→ Task to carry out: Within the records below, how many lines hold the string "main"? State that number and nothing else.

→ Saved entries:
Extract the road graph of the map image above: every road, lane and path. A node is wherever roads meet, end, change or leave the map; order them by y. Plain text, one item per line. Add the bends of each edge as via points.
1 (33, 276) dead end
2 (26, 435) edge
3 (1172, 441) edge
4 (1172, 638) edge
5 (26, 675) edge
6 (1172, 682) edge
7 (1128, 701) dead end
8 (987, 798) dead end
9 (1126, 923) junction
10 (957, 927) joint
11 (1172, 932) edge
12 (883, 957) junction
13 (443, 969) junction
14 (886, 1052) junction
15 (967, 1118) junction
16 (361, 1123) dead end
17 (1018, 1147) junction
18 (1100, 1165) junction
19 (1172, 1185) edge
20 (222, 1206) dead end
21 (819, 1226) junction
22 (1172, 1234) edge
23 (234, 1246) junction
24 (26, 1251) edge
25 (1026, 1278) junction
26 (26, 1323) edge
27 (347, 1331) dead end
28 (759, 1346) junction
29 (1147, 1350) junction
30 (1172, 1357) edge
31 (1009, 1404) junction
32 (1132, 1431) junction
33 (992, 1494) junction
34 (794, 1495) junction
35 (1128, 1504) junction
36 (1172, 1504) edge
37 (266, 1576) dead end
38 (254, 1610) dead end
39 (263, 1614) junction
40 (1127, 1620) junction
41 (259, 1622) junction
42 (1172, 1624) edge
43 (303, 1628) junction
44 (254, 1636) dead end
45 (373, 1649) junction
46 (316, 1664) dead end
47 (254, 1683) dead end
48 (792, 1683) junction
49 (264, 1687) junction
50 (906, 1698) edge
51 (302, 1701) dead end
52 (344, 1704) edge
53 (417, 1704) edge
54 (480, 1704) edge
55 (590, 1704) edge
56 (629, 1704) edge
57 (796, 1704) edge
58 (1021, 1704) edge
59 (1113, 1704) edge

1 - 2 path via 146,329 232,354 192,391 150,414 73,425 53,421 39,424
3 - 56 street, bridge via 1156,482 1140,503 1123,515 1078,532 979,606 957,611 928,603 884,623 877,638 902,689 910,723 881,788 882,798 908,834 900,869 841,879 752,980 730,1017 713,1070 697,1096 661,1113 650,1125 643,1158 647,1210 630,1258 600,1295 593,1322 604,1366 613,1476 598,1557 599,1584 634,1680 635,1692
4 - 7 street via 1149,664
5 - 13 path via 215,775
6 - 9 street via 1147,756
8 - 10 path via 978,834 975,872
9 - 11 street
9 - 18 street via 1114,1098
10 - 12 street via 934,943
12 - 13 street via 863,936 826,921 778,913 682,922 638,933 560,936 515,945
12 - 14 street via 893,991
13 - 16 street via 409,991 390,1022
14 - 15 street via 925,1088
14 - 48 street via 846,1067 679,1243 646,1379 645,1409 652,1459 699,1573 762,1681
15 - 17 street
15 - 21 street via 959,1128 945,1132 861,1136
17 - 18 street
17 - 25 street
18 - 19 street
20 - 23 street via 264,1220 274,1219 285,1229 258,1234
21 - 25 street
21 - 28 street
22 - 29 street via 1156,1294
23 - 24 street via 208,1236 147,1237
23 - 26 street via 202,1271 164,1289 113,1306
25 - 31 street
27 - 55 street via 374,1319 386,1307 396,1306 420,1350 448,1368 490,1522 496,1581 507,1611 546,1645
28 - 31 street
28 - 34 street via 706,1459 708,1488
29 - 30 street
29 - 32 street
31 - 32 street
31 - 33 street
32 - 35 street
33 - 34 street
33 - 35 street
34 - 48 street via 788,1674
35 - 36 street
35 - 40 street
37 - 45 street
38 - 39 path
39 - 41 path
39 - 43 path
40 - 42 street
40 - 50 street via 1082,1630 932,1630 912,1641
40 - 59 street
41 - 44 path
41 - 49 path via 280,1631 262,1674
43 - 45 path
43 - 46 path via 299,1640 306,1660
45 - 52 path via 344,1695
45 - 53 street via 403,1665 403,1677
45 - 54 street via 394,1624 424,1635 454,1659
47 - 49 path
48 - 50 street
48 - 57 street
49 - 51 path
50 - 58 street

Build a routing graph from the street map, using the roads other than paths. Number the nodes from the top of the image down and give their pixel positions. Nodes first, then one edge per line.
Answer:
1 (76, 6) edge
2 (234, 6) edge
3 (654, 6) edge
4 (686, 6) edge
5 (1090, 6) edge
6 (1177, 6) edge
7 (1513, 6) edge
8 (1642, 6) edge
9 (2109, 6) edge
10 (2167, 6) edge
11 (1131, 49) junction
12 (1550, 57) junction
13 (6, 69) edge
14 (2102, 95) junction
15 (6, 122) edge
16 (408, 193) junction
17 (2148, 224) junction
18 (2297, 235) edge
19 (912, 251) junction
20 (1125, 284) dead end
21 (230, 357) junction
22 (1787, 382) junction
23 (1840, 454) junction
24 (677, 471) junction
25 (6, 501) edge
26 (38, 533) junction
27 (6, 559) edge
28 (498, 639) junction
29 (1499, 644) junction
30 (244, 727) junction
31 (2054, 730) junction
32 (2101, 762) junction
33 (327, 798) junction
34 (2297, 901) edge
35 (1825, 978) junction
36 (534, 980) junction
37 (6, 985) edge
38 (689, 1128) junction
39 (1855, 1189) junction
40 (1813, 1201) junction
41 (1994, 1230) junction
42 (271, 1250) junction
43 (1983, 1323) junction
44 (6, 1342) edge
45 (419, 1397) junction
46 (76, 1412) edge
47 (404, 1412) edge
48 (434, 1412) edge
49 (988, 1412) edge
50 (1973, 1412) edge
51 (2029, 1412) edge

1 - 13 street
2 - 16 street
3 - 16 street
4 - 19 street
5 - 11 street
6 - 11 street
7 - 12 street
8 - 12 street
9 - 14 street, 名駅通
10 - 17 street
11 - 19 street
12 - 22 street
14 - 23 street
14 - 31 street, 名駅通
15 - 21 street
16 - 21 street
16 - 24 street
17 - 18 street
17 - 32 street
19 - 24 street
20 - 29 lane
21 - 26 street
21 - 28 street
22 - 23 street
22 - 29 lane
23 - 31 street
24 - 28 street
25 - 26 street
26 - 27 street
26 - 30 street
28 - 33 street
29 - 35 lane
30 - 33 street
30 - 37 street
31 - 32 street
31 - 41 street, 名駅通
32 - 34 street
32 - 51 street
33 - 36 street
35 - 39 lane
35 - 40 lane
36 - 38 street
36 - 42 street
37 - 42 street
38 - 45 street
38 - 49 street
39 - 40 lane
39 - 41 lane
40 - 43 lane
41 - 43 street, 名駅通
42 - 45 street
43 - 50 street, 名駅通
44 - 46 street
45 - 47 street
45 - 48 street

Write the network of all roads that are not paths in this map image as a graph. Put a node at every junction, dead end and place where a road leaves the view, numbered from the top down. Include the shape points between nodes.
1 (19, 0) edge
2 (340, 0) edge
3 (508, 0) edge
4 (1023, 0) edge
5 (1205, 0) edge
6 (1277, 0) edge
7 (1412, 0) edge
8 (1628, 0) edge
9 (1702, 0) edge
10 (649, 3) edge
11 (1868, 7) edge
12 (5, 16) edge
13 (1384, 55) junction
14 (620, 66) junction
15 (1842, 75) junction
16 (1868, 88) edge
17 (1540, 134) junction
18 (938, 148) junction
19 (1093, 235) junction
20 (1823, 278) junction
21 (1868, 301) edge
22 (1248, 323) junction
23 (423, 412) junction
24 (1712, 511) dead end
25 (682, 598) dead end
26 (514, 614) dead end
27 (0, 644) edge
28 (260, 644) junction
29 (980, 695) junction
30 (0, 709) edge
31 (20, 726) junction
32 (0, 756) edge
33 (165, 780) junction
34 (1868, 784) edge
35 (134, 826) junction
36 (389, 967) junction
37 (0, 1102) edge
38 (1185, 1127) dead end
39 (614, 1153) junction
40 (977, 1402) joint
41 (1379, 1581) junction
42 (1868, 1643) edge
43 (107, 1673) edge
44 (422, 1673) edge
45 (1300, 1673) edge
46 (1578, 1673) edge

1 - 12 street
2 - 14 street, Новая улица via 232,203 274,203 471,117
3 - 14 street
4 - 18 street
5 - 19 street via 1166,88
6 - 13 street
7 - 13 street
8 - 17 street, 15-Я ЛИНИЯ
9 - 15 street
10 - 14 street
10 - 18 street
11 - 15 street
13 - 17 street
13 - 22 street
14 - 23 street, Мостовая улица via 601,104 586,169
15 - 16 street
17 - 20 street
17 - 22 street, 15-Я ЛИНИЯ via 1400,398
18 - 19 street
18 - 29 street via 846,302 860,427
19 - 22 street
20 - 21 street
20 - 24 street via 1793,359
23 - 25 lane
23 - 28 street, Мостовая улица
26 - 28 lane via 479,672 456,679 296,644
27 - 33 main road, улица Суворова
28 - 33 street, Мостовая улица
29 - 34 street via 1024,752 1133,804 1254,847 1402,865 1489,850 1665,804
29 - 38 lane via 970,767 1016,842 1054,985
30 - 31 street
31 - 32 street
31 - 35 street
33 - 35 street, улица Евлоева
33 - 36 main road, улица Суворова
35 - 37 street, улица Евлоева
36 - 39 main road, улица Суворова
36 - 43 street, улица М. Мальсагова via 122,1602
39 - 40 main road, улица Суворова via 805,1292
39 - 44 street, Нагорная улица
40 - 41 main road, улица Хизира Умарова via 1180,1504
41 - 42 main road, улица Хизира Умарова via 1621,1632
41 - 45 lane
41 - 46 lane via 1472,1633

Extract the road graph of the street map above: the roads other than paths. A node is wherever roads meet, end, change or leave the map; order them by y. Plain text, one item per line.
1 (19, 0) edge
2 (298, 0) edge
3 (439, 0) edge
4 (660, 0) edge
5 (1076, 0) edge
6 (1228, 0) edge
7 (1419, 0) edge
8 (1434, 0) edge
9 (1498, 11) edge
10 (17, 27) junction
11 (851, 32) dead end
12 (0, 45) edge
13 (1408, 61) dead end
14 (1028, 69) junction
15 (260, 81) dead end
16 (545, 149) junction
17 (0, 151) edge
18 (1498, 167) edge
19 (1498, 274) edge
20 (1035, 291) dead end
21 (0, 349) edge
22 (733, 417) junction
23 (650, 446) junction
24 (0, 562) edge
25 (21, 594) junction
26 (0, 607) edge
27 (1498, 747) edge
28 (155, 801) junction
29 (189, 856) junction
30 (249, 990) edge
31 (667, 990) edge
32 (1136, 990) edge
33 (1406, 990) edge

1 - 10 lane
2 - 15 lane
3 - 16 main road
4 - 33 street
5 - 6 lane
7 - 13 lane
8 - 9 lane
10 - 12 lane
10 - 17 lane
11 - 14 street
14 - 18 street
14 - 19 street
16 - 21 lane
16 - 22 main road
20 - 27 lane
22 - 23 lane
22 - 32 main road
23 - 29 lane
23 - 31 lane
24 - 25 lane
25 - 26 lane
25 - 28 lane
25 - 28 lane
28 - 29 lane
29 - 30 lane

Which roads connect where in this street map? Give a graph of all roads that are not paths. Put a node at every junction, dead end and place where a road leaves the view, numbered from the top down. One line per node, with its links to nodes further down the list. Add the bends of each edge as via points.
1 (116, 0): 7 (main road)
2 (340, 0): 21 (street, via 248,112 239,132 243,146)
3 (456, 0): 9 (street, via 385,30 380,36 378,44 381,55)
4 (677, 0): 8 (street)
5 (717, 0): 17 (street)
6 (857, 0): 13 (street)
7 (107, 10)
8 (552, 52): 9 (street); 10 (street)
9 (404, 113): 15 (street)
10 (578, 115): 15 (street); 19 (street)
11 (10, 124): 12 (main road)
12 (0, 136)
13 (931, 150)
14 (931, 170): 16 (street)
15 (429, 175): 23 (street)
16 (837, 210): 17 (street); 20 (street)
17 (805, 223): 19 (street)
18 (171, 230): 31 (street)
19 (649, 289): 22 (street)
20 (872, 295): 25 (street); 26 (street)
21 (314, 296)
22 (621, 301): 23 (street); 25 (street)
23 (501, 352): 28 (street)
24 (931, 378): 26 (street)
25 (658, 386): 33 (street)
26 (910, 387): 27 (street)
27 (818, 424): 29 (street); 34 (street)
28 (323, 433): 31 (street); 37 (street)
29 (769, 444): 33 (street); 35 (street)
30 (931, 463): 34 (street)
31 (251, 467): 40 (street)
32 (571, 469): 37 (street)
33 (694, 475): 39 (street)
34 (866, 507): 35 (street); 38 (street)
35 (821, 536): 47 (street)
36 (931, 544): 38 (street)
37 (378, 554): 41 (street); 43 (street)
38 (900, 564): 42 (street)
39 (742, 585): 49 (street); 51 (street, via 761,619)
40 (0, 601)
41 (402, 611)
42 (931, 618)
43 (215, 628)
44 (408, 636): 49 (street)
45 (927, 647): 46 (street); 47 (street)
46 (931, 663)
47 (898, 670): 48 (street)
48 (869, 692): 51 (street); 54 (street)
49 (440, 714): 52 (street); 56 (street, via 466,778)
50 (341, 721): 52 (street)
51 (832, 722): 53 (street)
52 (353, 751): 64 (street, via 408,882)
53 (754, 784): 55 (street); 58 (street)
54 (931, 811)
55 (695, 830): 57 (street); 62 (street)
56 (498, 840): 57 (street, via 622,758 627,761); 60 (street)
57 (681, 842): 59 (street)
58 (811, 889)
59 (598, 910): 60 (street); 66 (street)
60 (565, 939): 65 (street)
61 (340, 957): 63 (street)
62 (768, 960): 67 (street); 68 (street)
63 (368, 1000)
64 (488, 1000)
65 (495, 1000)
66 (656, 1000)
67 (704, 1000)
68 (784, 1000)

→ Output below: 11